Agencies must factor in users when releasing data, panel says
Federal agencies ought to do a better job reflecting on how the public will use the data they are increasingly opening up, government and outside experts said Wednesday.
At an event held by the trade group Data Transparency Coalition and the Government Accountability Office, Jerry Johnston, geospatial information officer at the Interior Department, said it isn’t enough to publish data because of a statutory mandate and see what happens.
“We haven’t done, I feel, a great job as a community of asking downstream consumers what they want,” Johnston said at the event.
But it’s something he and colleagues are working on.
Johnston said he collaborated with other members of the Federal Geographic Data Committee, an interagency group that coordinates geospatial data sharing, to identify 200 nationally significant data sets from its 80,000 records on Data.gov.
“For those, we’re going to go beyond metadata,” he said. Johnston said the group wants to publish life cycle management metrics for the data and move toward developing data content standards.
Even still, the government geospatial community needs to work more closely with open data advocates and take advantage of recent open data initiatives, Johnston said.
Thursday’s event, which focused on cultural barriers stopping the government from opening data, comes amid a major push to open up federal data.
In 2013, President Barack Obama signed an executive order for agencies to publish data in machine-readable formats. And next month, the Treasury Department and the White House Office of Management and Budget are slated to release governmentwide data standards for federal spending under the Digital Accountability and Transparency Act, or DATA Act.
Later in the discussion, the panelists touched on legal barriers that could prevent agencies from opening their data.
Joel Gurin, president of the Center for Open Data Enterprise, noted that a recent roundtable with the U.S. Patent and Trademark Office brought to light unique challenges the agency had in cleaning its data. Changing the wording on a patent to make it more searchable could affect the patent’s scope.
“I think it’s going to take some really creative public-private collaboration because there are going to be many cases where third parties are going to be able to do more than the agencies themselves,” he said.
The Interior and Agriculture departments along with several public lands agencies have been trying tap into that outside talent.

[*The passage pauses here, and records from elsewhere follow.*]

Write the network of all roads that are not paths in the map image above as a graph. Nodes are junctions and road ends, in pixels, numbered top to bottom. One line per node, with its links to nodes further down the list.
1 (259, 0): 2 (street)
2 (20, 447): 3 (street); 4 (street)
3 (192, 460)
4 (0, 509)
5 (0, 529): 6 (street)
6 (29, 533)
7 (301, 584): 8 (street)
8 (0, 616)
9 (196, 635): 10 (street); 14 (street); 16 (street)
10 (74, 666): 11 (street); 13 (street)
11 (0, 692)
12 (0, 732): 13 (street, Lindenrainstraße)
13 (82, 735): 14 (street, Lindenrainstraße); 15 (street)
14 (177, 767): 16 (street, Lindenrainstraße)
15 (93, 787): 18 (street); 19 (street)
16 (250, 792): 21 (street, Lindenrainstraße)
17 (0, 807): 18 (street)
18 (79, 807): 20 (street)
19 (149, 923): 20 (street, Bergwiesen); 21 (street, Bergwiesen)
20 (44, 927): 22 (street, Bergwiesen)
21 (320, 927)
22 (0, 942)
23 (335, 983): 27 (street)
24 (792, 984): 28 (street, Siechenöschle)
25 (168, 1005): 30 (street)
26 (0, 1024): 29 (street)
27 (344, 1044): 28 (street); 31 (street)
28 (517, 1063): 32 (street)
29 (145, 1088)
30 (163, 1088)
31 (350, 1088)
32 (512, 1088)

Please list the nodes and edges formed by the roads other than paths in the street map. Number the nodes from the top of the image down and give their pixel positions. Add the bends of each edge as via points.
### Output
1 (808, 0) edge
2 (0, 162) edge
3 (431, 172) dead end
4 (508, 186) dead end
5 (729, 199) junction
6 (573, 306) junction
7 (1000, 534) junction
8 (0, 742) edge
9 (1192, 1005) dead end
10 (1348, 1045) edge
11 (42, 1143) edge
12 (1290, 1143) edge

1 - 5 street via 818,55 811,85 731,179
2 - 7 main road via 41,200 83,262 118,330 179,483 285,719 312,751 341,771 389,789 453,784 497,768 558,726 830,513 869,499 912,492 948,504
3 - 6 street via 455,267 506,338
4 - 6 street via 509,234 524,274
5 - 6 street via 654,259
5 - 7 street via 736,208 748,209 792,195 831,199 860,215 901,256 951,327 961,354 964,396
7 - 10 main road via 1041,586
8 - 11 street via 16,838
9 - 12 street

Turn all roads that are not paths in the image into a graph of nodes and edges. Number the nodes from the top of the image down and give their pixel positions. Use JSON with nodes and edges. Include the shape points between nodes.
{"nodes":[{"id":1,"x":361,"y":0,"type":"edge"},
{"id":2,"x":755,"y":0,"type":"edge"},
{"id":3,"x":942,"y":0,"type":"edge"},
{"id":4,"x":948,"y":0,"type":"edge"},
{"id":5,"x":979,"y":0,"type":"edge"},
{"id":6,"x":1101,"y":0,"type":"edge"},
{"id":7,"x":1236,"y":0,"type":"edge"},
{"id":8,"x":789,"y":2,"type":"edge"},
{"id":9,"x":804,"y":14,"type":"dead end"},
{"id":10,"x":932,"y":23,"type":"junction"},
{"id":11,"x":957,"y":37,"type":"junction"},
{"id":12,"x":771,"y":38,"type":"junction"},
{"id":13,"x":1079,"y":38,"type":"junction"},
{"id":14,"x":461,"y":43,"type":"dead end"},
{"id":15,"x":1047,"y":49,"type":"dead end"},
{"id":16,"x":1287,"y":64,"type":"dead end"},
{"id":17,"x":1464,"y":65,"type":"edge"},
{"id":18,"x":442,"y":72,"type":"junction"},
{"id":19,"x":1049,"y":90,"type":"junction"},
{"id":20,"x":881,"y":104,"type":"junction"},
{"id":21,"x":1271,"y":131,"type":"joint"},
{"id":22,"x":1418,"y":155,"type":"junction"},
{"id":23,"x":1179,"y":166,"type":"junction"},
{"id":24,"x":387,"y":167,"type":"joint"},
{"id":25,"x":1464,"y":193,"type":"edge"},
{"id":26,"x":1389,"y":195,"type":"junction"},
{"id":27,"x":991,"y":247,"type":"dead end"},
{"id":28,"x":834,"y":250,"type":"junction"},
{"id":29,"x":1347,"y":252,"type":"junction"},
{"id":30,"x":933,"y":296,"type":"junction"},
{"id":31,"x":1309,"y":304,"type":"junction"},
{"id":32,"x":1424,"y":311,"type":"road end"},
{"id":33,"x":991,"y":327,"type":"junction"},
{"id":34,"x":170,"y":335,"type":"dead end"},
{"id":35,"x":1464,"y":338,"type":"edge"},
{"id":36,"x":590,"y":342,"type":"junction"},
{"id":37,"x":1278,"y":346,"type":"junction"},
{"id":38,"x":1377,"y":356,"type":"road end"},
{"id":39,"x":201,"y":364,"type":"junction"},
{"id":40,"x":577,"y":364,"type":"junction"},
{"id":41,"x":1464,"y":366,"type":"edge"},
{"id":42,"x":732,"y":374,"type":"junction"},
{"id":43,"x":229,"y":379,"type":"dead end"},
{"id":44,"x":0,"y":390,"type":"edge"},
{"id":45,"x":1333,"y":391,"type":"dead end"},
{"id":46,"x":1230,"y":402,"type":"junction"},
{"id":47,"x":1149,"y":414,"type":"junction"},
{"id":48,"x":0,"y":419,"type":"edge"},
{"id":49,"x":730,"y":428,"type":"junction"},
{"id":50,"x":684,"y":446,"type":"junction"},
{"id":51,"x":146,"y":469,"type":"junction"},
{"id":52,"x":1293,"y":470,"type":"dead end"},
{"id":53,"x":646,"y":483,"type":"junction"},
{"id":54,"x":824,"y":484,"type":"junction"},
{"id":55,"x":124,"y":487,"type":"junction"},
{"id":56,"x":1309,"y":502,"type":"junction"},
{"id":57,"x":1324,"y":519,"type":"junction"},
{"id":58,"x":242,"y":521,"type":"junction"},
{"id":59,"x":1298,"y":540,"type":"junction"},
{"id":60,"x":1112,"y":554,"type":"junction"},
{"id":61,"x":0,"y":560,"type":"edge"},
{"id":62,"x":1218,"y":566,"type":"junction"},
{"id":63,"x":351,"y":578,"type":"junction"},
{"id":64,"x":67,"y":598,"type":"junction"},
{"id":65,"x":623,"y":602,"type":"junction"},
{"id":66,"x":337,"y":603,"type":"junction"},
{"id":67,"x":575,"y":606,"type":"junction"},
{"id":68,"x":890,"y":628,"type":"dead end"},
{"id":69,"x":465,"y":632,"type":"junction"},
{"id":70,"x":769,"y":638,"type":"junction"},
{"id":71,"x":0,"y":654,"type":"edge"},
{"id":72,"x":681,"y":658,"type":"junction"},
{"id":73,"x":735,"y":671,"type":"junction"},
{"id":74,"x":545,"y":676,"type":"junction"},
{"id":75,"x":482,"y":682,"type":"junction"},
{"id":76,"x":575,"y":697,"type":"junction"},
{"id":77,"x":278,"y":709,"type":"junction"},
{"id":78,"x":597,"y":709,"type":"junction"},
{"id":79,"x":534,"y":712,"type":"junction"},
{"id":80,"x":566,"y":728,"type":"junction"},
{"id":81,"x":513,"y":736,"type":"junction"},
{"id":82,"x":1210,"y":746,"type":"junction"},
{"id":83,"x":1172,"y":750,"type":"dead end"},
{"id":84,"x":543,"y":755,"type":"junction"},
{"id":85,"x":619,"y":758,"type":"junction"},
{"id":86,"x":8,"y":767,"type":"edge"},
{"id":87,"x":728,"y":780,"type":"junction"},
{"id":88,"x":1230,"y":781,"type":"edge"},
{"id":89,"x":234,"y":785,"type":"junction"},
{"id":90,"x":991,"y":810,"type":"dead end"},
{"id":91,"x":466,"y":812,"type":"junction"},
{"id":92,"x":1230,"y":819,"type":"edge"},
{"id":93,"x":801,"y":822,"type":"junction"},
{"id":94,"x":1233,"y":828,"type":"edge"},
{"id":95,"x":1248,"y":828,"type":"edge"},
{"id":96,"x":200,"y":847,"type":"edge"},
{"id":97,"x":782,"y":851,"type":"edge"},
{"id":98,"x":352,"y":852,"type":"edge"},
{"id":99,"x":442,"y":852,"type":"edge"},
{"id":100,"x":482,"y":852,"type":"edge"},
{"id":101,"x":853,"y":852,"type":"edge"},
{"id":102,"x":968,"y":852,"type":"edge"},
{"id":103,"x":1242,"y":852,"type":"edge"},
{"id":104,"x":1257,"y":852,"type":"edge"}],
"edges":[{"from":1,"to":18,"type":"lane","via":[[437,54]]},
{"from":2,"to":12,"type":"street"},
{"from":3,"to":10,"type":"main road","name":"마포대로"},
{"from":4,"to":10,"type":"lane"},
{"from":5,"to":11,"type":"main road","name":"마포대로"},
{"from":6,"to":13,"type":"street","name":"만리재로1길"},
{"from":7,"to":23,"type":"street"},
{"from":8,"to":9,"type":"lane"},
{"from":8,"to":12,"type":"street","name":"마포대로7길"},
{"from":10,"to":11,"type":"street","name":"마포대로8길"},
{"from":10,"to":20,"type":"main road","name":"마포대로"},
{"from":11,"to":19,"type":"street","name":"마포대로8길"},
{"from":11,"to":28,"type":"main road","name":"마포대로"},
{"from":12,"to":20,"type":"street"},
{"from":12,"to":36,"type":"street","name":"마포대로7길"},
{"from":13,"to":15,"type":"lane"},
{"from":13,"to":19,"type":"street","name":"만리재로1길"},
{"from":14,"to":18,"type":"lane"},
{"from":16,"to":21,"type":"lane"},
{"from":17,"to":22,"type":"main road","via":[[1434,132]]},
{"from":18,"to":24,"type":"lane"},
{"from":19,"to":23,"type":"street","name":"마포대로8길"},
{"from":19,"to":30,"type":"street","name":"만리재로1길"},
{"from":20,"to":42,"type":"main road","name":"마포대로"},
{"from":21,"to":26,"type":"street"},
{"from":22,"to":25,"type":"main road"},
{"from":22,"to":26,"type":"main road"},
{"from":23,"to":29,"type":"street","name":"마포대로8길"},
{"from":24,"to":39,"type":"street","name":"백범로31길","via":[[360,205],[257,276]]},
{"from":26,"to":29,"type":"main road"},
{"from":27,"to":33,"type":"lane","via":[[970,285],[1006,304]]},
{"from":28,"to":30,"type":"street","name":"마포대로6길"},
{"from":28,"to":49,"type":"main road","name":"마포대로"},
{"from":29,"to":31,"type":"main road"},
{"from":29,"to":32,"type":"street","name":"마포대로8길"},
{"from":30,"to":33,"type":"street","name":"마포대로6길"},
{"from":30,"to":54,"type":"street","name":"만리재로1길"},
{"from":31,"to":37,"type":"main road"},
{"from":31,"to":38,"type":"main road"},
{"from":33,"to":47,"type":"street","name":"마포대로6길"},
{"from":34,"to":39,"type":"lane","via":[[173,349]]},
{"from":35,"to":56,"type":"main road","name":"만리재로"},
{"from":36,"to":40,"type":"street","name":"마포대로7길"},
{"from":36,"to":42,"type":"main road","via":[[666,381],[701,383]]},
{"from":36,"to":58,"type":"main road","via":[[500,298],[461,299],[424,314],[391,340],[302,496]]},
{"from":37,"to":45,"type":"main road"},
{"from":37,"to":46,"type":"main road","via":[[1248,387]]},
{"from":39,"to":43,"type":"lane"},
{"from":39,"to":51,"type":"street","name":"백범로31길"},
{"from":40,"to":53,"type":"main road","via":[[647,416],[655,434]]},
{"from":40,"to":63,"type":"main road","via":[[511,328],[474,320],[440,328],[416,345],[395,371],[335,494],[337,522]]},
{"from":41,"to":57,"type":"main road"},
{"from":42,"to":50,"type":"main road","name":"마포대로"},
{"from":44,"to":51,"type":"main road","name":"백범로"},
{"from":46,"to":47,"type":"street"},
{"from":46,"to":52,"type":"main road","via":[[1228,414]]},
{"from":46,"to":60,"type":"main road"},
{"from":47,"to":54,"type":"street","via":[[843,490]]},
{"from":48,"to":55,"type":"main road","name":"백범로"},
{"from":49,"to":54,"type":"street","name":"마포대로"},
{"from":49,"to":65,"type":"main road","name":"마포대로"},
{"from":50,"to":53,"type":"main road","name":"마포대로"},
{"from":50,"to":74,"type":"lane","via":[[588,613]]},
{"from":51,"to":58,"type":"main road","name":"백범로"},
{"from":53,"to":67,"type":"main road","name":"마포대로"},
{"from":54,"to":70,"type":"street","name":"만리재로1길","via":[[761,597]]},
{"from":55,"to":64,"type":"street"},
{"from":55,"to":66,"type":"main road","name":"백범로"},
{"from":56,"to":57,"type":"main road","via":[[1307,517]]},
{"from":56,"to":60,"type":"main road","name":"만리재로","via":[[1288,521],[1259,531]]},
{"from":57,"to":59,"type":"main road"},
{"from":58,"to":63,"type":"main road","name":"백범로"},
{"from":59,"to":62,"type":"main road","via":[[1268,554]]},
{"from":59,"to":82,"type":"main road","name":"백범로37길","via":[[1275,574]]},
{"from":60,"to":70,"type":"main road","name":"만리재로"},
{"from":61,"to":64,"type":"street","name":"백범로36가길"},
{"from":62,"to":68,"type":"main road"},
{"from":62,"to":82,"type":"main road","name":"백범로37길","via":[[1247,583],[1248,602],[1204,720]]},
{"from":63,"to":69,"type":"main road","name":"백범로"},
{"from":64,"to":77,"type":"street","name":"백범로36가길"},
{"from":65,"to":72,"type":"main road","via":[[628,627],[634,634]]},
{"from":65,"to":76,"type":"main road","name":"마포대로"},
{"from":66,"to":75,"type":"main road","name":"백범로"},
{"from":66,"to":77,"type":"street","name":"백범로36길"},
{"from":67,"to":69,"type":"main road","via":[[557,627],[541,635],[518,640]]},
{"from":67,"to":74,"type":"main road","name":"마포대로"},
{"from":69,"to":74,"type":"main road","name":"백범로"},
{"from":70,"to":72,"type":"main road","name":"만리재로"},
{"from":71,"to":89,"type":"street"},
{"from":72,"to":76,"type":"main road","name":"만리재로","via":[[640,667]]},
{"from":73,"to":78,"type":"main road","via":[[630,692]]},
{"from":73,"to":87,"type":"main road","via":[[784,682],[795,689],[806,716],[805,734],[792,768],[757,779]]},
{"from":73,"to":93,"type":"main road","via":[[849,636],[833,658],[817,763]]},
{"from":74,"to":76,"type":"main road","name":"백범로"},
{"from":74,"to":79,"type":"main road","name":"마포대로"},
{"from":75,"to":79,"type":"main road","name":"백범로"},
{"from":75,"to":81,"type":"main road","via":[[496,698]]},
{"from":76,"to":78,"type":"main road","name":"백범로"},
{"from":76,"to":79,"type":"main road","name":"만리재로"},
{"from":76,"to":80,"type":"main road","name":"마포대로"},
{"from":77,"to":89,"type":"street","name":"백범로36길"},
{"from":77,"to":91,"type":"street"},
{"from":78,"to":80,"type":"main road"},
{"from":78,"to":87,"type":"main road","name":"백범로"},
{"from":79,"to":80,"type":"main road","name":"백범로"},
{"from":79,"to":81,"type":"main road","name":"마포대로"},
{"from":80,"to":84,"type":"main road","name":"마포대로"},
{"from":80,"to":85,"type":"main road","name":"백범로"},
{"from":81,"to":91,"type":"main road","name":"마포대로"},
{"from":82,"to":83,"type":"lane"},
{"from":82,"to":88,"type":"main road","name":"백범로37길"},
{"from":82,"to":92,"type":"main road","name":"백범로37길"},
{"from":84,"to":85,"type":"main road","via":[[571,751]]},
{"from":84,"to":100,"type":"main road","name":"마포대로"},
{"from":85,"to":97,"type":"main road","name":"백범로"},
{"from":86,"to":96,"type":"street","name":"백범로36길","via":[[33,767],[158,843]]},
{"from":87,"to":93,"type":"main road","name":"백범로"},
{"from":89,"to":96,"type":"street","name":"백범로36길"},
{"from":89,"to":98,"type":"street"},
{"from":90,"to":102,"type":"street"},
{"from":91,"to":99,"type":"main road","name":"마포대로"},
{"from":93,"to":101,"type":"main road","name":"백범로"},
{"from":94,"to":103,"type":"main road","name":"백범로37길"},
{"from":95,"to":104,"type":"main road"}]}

At another panel, Rick DeLappe, recreation one-stop program manager at the National Park Service, highlighted a hackathon agencies held earlier this month to encourage technologists to use public lands data. Ahead of the event, agencies released an application programming interface, or API, with booking information.
The event came after advocacy and startup groups complained that a draft request for proposals for a contractor to run Recreation.gov, the main website that books reservations for federal lands, didn’t do enough to promote open data sharing.
DeLappe would not divulge the details of the final solicitation, to be released later this year. However, he said agencies would pursue a more agile approach to the contract and include the U.S. Digital Service Playbook as an attachment to the RFP, as it did in the draft.